Detecting Fraud With Oversampling Techniques and Sparsity Contraints

Background

How did this project come to be?

Motivation

In recent years, there has been a huge surge in the usage of online platforms like Reddit, Yelp, and Amazon. While the usage of such platforms has positively influenced our daily lives, fraudulent activities is amid this rapid increase in digital data volume and anonymity of online networks. Fraudulent behaviors are executed and hidden in plain sight of this vast amount of online records. Thus, enhancing fraud detection is crucial to protect us from fraudsters against harmful scams, and even criminal activities. By tackling this fraud detection task, we hope to contribute to protecting us against scams.

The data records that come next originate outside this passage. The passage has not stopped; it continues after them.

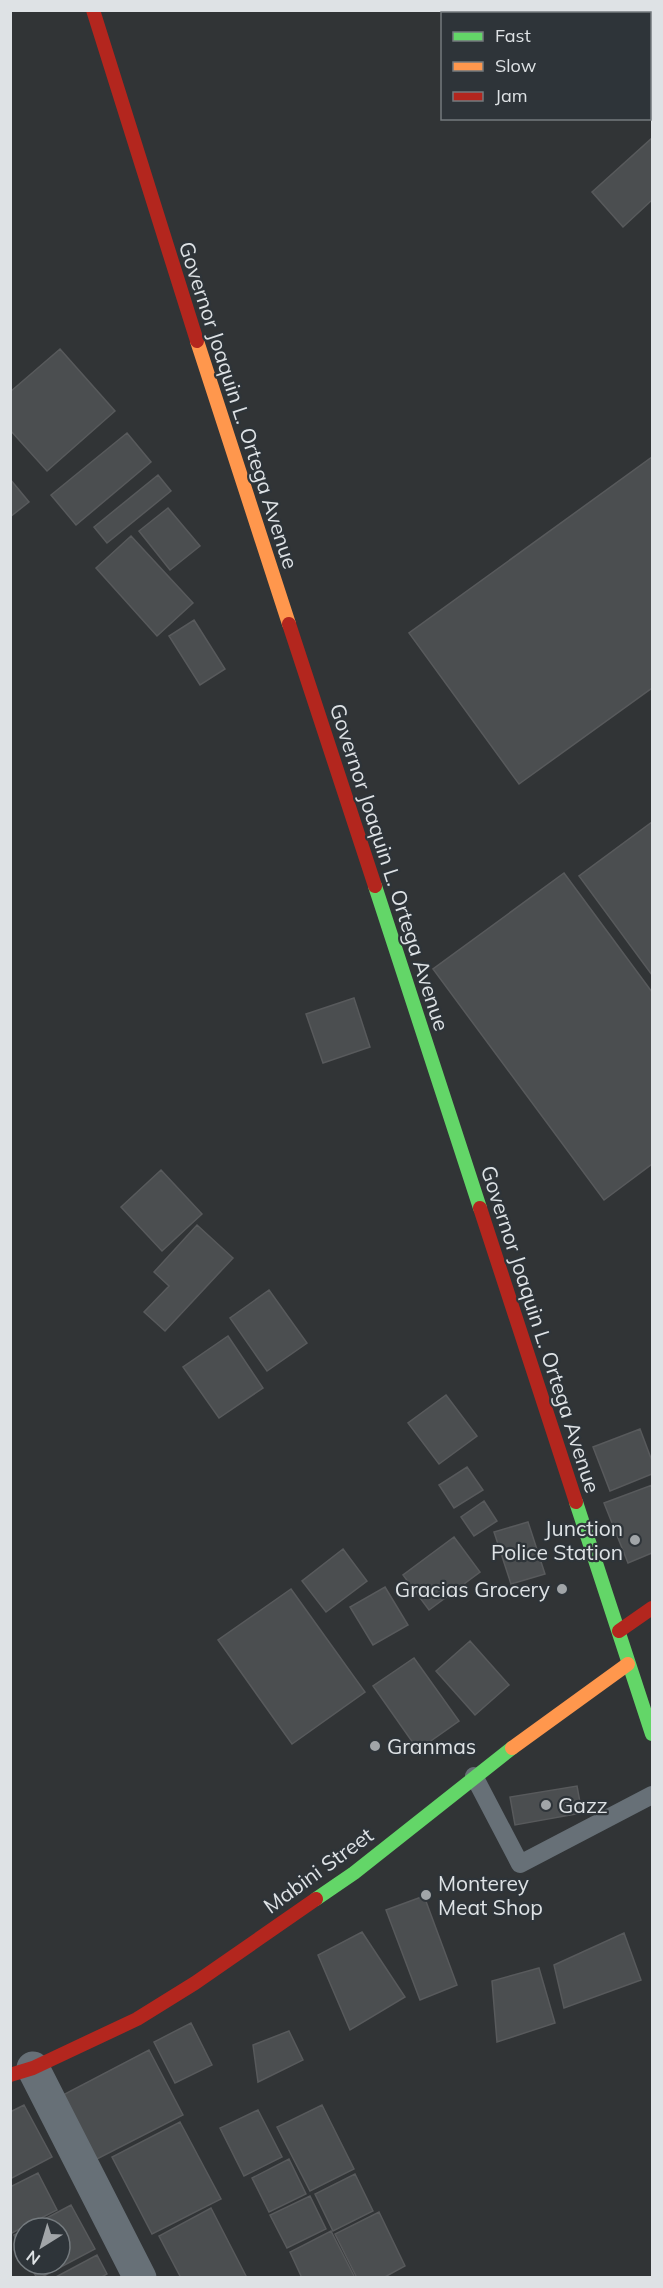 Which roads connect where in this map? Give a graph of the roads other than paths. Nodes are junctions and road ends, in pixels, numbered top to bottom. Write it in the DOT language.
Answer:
graph roads {
  1 [pos="93,10"];
  2 [pos="652,1608"];
  3 [pos="619,1631"];
  4 [pos="628,1664"];
  5 [pos="652,1734"];
  6 [pos="474,1776"];
  7 [pos="652,1795"];
  8 [pos="22,2071"];
  9 [pos="140,2277"];
  1 -- 3 [label="main road, Governor Joaquin L. Ortega Avenue"];
  2 -- 3 [label="main road"];
  3 -- 4 [label="main road, Governor Joaquin L. Ortega Avenue"];
  4 -- 5 [label="main road, Governor Joaquin L. Ortega Avenue"];
  4 -- 6 [label="main road, Mabini Street"];
  6 -- 7 [label="lane"];
  6 -- 8 [label="main road, Mabini Street"];
  8 -- 9 [label="street"];
} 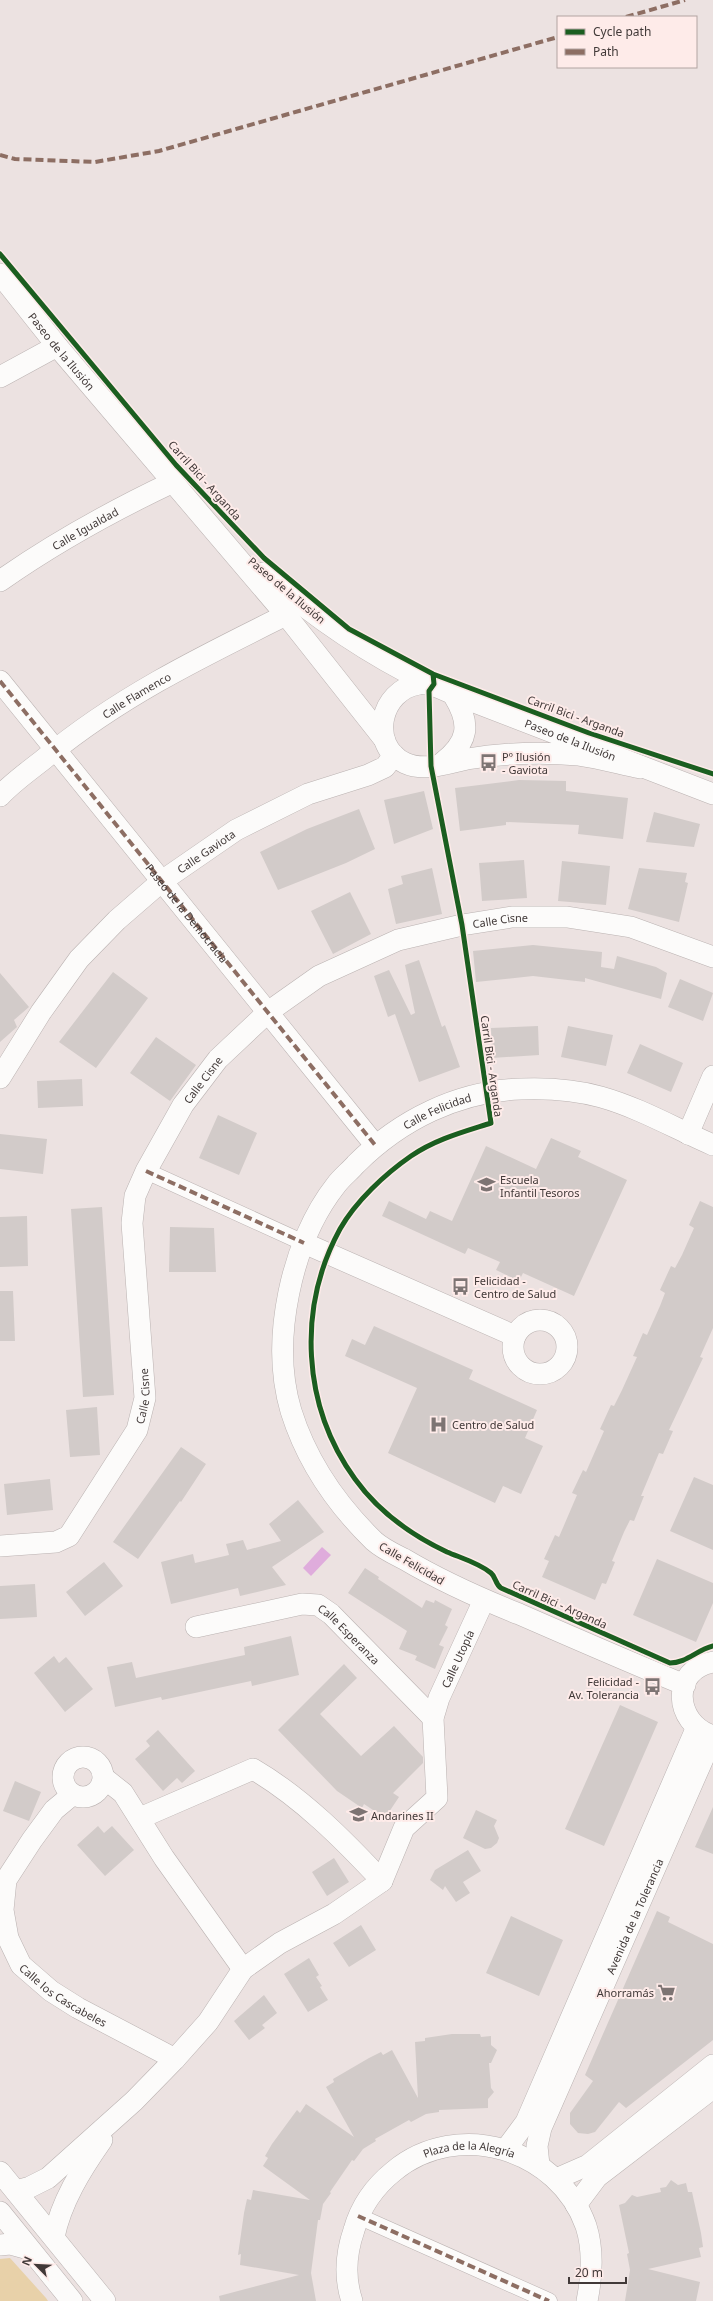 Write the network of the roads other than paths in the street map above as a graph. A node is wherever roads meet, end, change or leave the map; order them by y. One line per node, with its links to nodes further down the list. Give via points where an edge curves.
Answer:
1 (0, 274): 2 (street, Paseo de la Ilusión)
2 (57, 346): 3 (street); 4 (street, Paseo de la Ilusión)
3 (0, 377)
4 (173, 482): 5 (street, Calle Igualdad, via 96,522); 6 (street, Paseo de la Ilusión); 7 (street, Paseo de la Ilusión, via 278,586 327,625)
5 (0, 581)
6 (286, 615): 7 (street, Paseo de la Ilusión, via 310,624 351,649); 11 (street, Paseo de la Ilusión); 12 (street, Calle Flamenco, via 156,682 100,716)
7 (395, 667): 9 (street, Paseo de la Ilusión)
8 (0, 681): 12 (street, Paseo de la Democracia)
9 (428, 683): 10 (street, Paseo de la Ilusión); 11 (street, via 408,686 390,700 383,716 382,728)
10 (454, 696): 13 (street, Paseo de la Ilusión, via 464,712 466,728 461,744 453,755); 14 (street, Paseo de la Ilusión)
11 (389, 747): 13 (street, Paseo de la Ilusión, via 404,763 420,767); 17 (street, Calle Gaviota, via 385,767 308,794 236,830)
12 (55, 749): 16 (street, Calle Flamenco); 17 (street, Paseo de la Democracia)
13 (442, 763): 14 (street, Paseo de la Ilusión, via 485,756 555,754 581,756)
14 (641, 768): 15 (street, Paseo de la Ilusión)
15 (713, 794)
16 (0, 796)
17 (162, 882): 19 (street, Paseo de la Democracia); 21 (street, Calle Gaviota, via 117,920 79,959 41,1012)
18 (713, 957): 19 (street, Calle Cisne, via 631,927 568,917 512,917 462,925 398,940 318,976)
19 (268, 1012): 23 (street, Paseo de la Democracia); 25 (street, Calle Cisne, via 218,1059 182,1105)
20 (713, 1076): 22 (street)
21 (0, 1078)
22 (688, 1134): 23 (street, Calle Felicidad, via 601,1096 554,1089 518,1088 456,1100 427,1111); 24 (street, Calle Felicidad)
23 (376, 1145): 26 (street, Calle Felicidad, via 336,1184)
24 (713, 1146)
25 (146, 1171): 26 (street); 28 (street, Calle Cisne, via 135,1196 132,1223 145,1398 137,1430 69,1536 56,1542)
26 (304, 1243): 27 (street); 29 (street, Calle Felicidad, via 291,1282 284,1318 283,1358 290,1408 304,1447 320,1478 348,1515 378,1544 457,1588)
27 (515, 1336)
28 (0, 1546)
29 (484, 1600): 32 (street, Calle Felicidad); 33 (street, Calle Utopía, via 439,1698)
30 (196, 1627): 33 (street, Calle Esperanza, via 302,1604 318,1605 331,1614)
31 (713, 1662): 32 (street, via 706,1663 693,1672)
32 (685, 1685): 34 (street, via 682,1700 686,1716)
33 (433, 1718): 38 (street, via 437,1798 404,1828)
34 (704, 1732): 44 (street, Avenida de la Tolerancia, via 526,2122); 45 (street, Avenida de la Tolerancia, via 541,2128 537,2146)
35 (104, 1778): 36 (street, via 101,1788 90,1797); 36 (street, via 100,1765 94,1760 82,1757 75,1759 66,1766 64,1772 64,1784); 37 (street, via 123,1794)
36 (72, 1795): 40 (street, Calle los Cascabeles, via 54,1810 6,1880 3,1910 8,1938 21,1965 51,1991)
37 (140, 1818): 38 (street, via 253,1769 278,1784 358,1855); 39 (street, via 164,1858)
38 (382, 1881): 39 (street, via 334,1914 280,1943)
39 (243, 1969): 40 (street, via 208,2022)
40 (175, 2059): 43 (street)
41 (713, 2065): 47 (street, via 588,2165)
42 (713, 2088): 49 (street, via 597,2178)
43 (134, 2101): 48 (street, via 48,2178); 52 (street, via 103,2137 80,2172 57,2220)
44 (506, 2149): 45 (street, Plaza de la Alegría); 51 (street, Plaza de la Alegría, via 470,2144 451,2145 427,2151 403,2163 382,2181 366,2200)
45 (538, 2165): 47 (street, Plaza de la Alegría)
46 (0, 2172): 48 (street)
47 (556, 2179): 49 (street, Plaza de la Alegría)
48 (16, 2191): 52 (street)
49 (576, 2205): 59 (street, Plaza de la Alegría, via 586,2226 591,2249 592,2276)
50 (0, 2212): 54 (street)
51 (358, 2216): 57 (street, Plaza de la Alegría, via 348,2249 346,2270); 58 (street)
52 (54, 2237): 56 (street)
53 (0, 2245): 54 (street, via 10,2244)
54 (28, 2248): 55 (street)
55 (72, 2301)
56 (105, 2301)
57 (352, 2301)
58 (548, 2301)
59 (587, 2301)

Need For Better Fraud Detection Method

Many techniques exist to combat fraud; however, they often fail to capture the imbalanced class structure in data involving fraudulent activities. It's important to tackle such concern so we can harness its power to correctly predict anomalies. So, the question remains: How can we effectively detect and mitigate fraudulent activities, especially when faced with imbalanced datasets? Our research contributes to the study of such concern with a model that harnesses the strengths of many existing techniques from different domains.

Our Proposed Solution

Our proposed solution utilizes a combination of 2 models: GraphSMOTE and SparseGAD. GraphSMOTE, although not commonly used for fraud detection, is an oversampling technique that identifies minority class nodes and creates new nodes that resemble those minority class data points, thus helping it balance. Since datasets involving fraud detection are hugely imbalanced, GraphSMOTE will help us balance the class distribution in the graph. We will then take the output of this GraphSMOTE and feed it into SparseGAD, known for anomaly detection by introducing sparsity constraints. Such constraints help highlight significant connections, and anything that substantially deviates from that will be looked into further for fraud. Upon applying these techniques, we utilize Graph Neural Networks (GNNs) for our model.

Dataset

Details on our dataset

Our model utilizes three datasets - Amazon, Yelp, and Reddit. These datasets are obtained from the Deep Graph Library (DGL) and PyGOD in graph format. Each dataset exhibits class imbalance:

Amazon Dataset: Features product reviews under the Musical Instruments category. It's a binary classification task with a 1:10.5 positive (fraudulent) to negative (benign) ratio.
Yelp Dataset: Consists of hotel and restaurant reviews, with a 1:5.9 imbalance between spam and legitimate reviews.
Reddit Dataset: Comprises community posts from September 2014, with 3.3% anomalies detected.

Methods

Timeline of development for our model.

Oversampling Technique

GraphSMOTE

We feed our imbalanced datasets into GraphSMOTE, which balances it by generating synthetic nodes. It addresses the imbalance by adding synthetic anomalous nodes to the graph, amplifying the minority class. These synthetic nodes maintain connections with existing nodes while preserving heterogeneity among links.
Introducing Sparsity

SparseGAD

GraphSMOTE alone doesn't fully capture the dissimilarity of anomalous nodes with their connected users. To address this, SparseGAD introduces sparsity, utilizing a learnable adjacency matrix ("homey" matrix) derived from cosine similarity calculations. This matrix helps identify whether connected nodes are similar or dissimilar, enhancing the model's ability to detect anomalous nodes exhibiting heterophilic behaviors.
GNN Models

GCN, GAT, GraphSage

Upon applying these techniques, we feed in the output to our GNNs to obtain a result. The 3 GNNs we use are Graph Convolutional Networks (GCN), Graph Attention Networks (GAT), and GraphSage. We utilize different preprocessing technique, or "paths" before applying these GNN models. The main 3 paths, as well as a description of these 3 GNN models will be discussed in detail in the Implementation section.
Decision Phase

Fraudulent or Not

Finally, we use the trained GNN model to classify nodes as either fraudulent or non-fraudulent based on their features and neighborhood structure. We evaluate the model’s performance using the ROC-AUC score based on its ability to correctly identify anomalies in the dataset.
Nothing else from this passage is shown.